▶ [Recorded information]:
============================================================

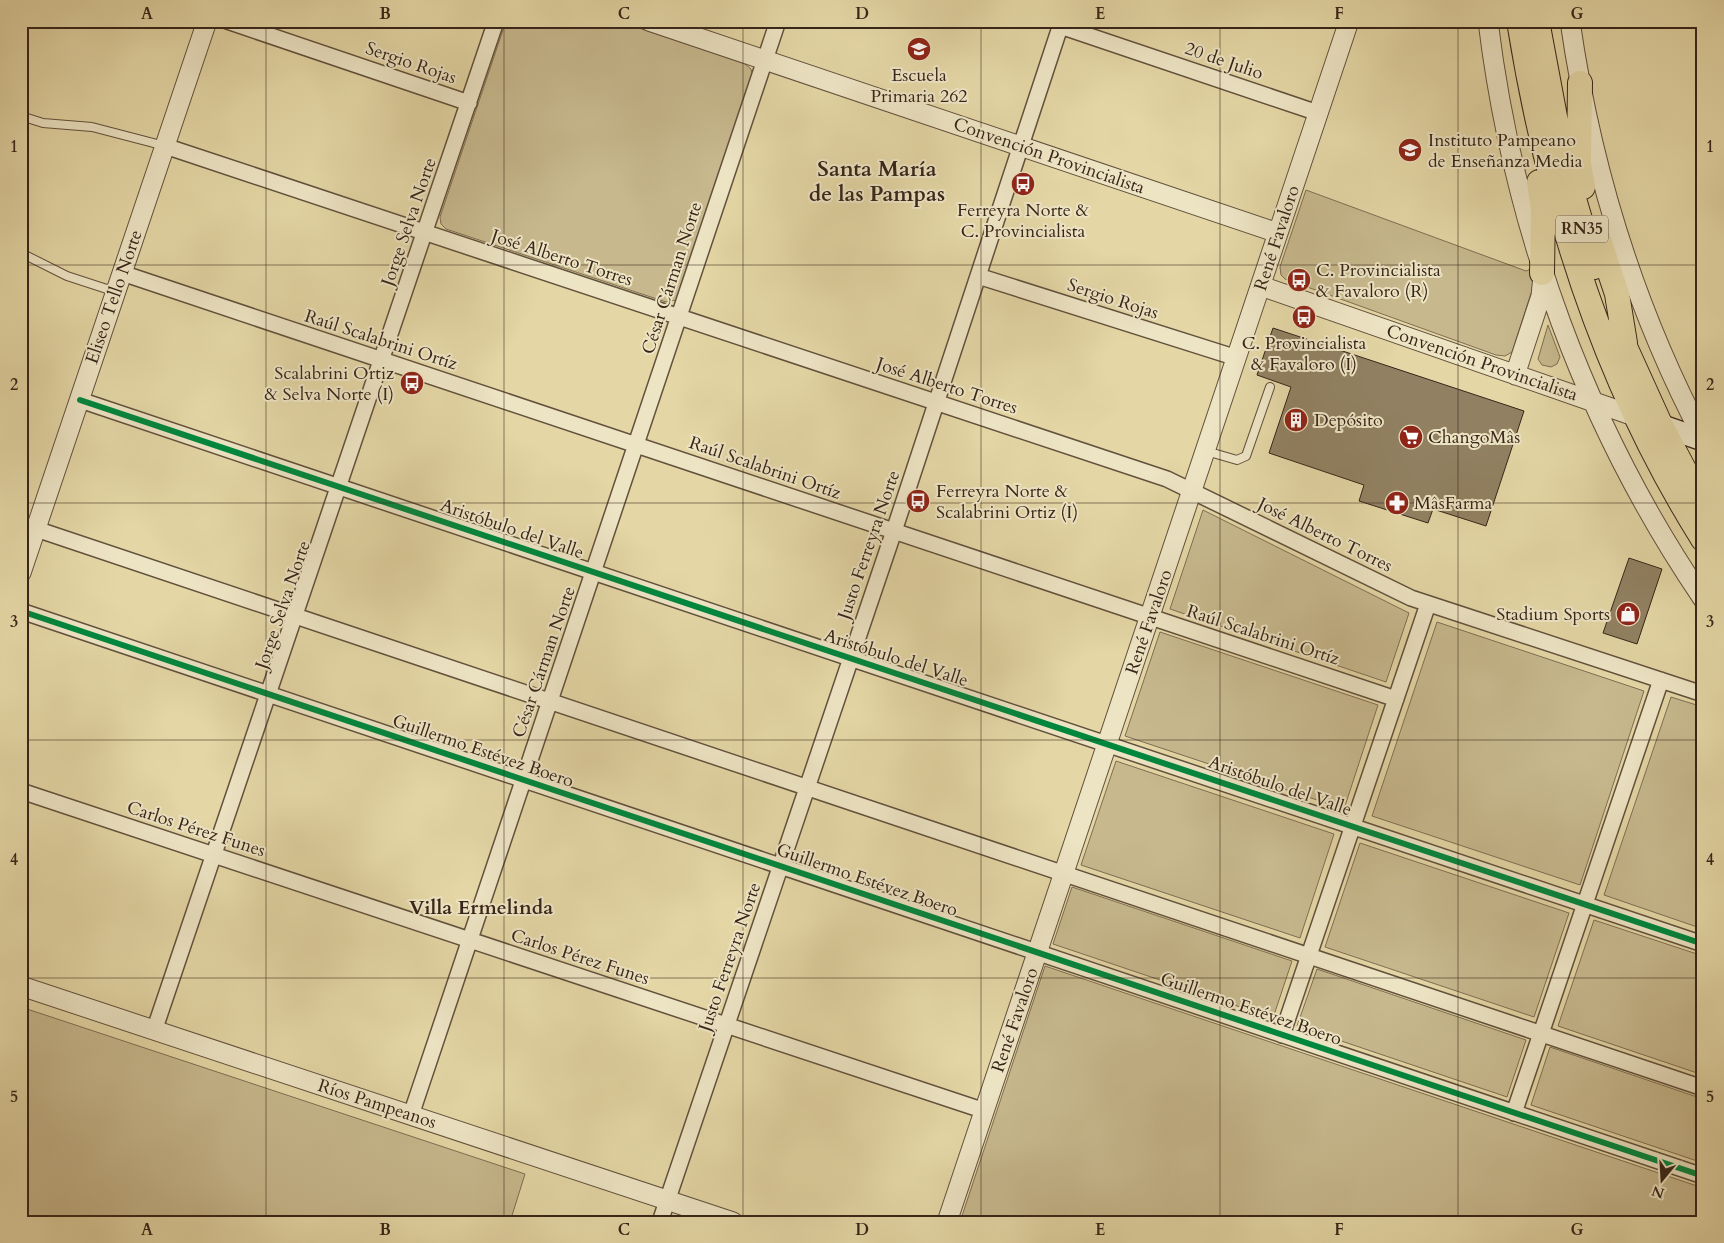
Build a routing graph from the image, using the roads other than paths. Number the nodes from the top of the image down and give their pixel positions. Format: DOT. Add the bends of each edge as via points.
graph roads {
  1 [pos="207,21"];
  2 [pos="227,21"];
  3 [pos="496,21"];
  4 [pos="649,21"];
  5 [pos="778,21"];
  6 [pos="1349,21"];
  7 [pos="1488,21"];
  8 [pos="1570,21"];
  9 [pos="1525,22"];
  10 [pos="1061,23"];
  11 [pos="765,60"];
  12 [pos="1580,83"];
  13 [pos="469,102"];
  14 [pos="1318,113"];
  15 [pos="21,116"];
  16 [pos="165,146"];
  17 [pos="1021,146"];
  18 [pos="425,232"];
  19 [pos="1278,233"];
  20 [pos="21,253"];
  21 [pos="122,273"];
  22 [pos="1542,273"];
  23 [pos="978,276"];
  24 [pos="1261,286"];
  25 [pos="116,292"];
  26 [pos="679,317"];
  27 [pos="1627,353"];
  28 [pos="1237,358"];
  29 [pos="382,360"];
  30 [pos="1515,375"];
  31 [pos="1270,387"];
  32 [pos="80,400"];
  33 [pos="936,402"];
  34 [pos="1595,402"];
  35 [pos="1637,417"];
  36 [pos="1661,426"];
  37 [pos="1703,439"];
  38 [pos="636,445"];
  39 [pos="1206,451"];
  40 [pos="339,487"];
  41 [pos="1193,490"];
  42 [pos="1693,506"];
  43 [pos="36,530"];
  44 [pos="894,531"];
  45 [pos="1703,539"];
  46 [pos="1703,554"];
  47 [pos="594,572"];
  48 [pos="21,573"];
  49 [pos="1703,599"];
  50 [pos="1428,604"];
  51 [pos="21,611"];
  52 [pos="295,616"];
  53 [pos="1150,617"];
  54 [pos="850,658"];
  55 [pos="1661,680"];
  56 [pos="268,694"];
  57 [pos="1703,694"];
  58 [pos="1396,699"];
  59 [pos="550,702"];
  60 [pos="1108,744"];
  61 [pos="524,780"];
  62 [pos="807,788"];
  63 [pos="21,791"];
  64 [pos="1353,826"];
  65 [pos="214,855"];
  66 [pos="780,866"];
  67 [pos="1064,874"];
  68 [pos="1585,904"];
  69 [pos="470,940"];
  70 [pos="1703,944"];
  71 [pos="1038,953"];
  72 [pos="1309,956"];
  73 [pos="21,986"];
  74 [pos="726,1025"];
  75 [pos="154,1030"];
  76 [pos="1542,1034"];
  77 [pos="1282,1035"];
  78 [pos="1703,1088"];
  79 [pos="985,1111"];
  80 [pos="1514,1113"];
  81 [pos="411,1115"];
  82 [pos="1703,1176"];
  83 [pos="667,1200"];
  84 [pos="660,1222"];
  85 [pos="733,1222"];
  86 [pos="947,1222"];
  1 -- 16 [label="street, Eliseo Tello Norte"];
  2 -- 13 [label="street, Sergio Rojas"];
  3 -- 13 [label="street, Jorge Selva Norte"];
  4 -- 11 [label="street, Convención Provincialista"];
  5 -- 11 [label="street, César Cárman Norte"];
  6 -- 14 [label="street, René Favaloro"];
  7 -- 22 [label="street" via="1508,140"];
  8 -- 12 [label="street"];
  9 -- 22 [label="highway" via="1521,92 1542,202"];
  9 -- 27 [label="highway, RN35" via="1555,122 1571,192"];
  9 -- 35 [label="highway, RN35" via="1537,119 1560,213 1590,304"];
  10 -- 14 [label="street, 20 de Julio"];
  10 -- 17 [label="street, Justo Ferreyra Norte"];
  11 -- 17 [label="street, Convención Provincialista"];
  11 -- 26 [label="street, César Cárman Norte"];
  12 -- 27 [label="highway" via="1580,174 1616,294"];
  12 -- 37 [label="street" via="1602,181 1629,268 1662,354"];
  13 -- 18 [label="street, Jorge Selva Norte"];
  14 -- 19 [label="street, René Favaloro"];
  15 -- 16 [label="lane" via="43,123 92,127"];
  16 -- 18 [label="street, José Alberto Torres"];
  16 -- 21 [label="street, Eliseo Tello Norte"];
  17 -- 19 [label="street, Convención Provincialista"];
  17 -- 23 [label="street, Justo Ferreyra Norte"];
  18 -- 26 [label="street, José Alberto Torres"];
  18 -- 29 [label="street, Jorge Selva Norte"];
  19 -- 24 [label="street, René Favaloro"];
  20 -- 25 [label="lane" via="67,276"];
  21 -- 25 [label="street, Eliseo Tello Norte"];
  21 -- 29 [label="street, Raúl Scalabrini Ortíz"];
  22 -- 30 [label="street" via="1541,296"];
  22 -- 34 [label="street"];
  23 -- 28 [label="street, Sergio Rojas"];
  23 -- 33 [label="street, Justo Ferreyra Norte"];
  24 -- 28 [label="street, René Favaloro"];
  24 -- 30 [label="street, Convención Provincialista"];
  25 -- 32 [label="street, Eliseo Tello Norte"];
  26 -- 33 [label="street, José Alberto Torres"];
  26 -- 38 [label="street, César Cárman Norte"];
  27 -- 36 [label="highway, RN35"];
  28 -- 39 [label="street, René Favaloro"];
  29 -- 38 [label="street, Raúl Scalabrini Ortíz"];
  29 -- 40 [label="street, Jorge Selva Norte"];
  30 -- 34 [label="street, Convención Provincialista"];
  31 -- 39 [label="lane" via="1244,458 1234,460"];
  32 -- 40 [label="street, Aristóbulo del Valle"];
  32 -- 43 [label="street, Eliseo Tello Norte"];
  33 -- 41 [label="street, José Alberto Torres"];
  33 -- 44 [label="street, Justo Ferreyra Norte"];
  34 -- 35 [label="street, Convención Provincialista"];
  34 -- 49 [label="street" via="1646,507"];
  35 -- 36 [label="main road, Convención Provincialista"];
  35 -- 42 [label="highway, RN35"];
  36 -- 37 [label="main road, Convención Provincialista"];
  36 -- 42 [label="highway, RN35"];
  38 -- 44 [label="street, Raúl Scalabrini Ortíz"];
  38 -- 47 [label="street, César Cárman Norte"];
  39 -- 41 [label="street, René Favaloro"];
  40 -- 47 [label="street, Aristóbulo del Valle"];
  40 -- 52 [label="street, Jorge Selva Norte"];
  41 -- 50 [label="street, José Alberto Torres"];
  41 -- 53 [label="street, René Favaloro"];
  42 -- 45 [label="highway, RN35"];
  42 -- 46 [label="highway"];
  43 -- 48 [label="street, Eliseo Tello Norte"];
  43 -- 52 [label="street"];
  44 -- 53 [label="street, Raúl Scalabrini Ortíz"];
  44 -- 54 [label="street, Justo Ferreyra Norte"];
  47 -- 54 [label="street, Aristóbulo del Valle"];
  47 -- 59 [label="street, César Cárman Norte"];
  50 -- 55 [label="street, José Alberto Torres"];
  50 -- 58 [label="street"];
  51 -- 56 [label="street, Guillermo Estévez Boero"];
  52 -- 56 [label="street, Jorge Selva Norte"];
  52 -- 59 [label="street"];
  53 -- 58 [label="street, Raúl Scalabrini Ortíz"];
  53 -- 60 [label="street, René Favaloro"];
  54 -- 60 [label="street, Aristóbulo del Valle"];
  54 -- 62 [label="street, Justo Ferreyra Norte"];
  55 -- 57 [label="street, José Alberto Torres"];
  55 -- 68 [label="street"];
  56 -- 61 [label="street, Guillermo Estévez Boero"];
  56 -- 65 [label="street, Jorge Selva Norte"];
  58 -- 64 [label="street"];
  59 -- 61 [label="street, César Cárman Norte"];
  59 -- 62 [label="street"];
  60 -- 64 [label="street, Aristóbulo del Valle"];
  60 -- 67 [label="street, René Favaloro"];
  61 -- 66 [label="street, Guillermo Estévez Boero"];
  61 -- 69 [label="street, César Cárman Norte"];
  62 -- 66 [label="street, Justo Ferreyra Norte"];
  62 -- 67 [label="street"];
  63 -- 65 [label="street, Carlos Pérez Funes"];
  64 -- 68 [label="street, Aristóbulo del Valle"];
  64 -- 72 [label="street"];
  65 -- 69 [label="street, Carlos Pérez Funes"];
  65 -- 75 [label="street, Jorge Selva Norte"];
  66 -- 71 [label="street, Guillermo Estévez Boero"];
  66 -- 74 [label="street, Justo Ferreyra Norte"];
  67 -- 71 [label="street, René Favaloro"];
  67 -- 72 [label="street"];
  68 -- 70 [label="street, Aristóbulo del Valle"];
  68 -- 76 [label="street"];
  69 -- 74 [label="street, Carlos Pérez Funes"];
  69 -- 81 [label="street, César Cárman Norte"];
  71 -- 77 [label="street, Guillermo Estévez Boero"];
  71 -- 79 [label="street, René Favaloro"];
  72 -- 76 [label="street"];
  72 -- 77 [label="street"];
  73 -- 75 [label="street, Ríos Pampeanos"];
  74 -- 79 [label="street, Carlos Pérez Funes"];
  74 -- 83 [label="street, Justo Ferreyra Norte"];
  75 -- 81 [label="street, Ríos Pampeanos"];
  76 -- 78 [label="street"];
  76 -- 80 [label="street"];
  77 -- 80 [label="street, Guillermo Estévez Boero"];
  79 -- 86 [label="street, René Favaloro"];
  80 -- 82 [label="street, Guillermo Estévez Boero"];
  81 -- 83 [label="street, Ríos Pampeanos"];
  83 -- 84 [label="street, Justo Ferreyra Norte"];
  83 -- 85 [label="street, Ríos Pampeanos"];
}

============================================================

▶ [Task requirements]:
Lines with "graph": find them in the data and copy each one.

▶ [Result of this exercise]:
Build a routing graph from the image, using the roads other than paths. Number the nodes from the top of the image down and give their pixel positions. Format: DOT. Add the bends of each edge as via points.
graph roads {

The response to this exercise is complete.